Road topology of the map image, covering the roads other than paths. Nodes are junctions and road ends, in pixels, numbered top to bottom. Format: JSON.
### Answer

===============

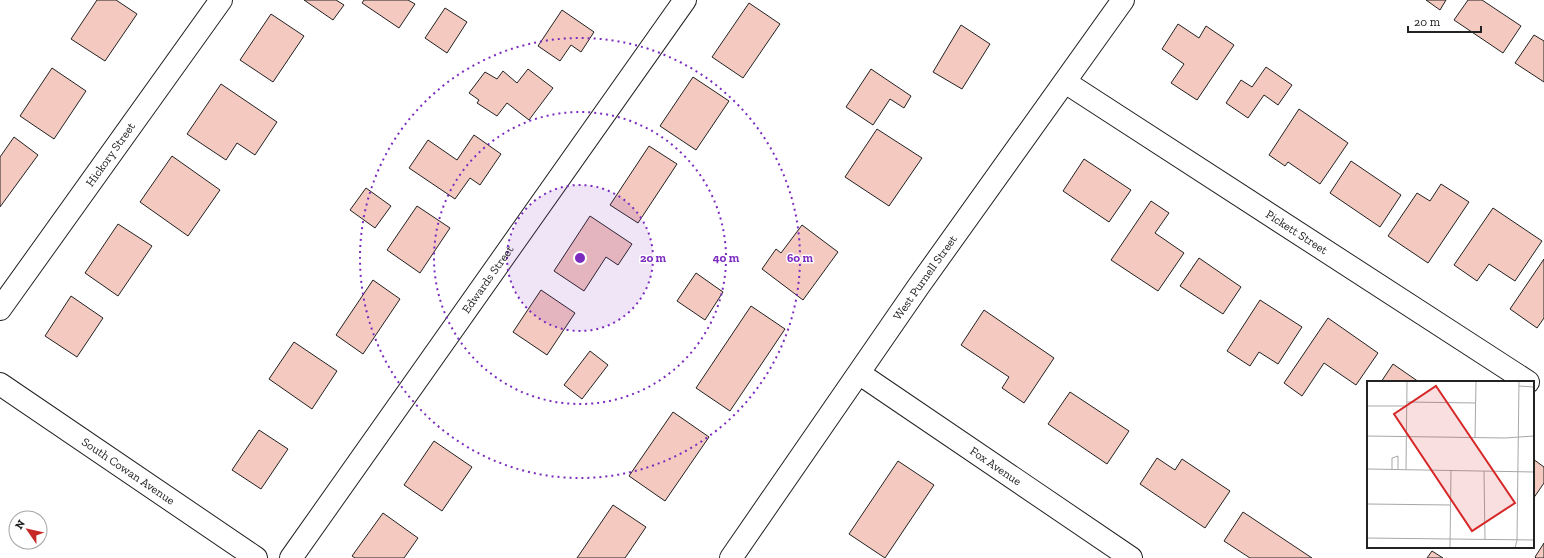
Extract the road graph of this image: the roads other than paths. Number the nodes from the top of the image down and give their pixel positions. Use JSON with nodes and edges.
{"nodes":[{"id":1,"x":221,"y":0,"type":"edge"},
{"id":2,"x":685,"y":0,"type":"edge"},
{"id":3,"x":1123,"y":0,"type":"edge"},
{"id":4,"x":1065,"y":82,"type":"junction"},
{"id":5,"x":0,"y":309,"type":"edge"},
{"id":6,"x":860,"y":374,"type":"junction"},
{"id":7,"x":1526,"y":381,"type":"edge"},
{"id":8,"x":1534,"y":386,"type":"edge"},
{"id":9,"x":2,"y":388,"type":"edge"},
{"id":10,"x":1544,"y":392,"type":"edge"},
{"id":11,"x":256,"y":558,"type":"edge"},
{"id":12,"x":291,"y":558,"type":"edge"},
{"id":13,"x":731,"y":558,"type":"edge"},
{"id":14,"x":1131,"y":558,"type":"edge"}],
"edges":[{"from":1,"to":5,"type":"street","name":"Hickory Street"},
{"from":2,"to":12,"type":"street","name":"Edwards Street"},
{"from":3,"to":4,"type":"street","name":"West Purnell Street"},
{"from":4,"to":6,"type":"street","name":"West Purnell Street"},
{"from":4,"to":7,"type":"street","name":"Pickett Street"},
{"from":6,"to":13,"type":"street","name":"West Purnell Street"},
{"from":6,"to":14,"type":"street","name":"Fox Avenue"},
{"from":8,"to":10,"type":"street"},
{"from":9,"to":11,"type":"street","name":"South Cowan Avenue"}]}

===============

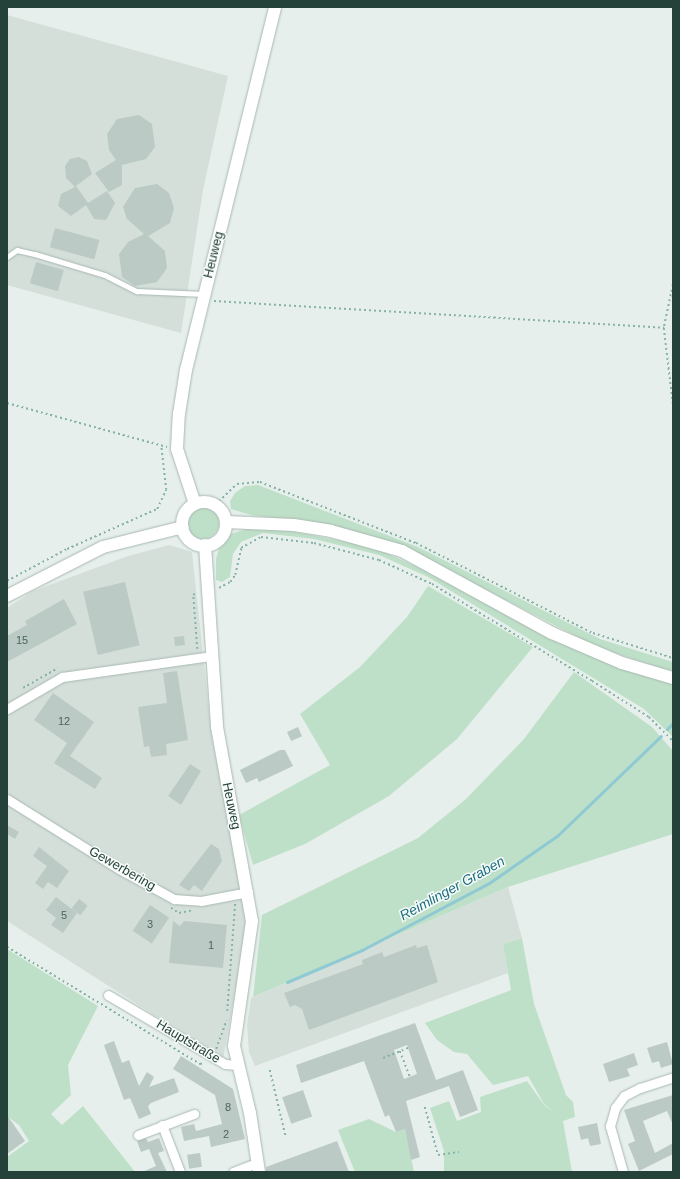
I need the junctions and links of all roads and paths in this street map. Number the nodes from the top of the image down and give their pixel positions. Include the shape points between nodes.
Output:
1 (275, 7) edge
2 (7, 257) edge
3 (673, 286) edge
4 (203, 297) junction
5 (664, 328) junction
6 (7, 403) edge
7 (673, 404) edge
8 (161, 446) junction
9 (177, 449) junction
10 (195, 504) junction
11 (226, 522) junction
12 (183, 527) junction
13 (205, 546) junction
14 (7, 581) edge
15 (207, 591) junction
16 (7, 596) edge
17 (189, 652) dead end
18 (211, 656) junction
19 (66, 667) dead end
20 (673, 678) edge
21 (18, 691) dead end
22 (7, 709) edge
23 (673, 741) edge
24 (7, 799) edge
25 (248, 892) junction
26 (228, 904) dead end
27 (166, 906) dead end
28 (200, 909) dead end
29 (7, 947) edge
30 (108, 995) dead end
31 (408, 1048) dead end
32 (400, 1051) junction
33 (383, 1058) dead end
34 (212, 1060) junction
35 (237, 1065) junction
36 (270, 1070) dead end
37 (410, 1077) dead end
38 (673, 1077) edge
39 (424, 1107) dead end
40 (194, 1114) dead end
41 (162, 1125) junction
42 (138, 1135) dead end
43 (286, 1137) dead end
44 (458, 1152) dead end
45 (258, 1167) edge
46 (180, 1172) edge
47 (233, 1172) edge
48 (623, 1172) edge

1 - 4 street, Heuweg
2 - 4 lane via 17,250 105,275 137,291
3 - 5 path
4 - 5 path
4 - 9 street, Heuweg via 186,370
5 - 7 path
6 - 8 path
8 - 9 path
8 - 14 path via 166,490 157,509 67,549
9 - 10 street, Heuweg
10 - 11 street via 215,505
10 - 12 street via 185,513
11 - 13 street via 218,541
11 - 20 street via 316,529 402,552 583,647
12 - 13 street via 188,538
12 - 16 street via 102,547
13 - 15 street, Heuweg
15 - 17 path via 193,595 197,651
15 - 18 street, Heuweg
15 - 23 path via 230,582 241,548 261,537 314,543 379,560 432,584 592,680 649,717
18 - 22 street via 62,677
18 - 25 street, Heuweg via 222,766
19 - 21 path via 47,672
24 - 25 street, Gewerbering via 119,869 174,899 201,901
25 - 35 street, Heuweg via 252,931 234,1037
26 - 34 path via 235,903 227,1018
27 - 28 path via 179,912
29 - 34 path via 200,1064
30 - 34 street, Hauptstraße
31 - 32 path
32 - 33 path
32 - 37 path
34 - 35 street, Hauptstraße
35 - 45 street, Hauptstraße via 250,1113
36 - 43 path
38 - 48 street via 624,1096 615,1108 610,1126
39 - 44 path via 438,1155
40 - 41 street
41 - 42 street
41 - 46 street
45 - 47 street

===============

▶ [The task]:
Tally every line above that has the word "junctions", and report the total with no other words.

▶ [Answer to the problem]:
2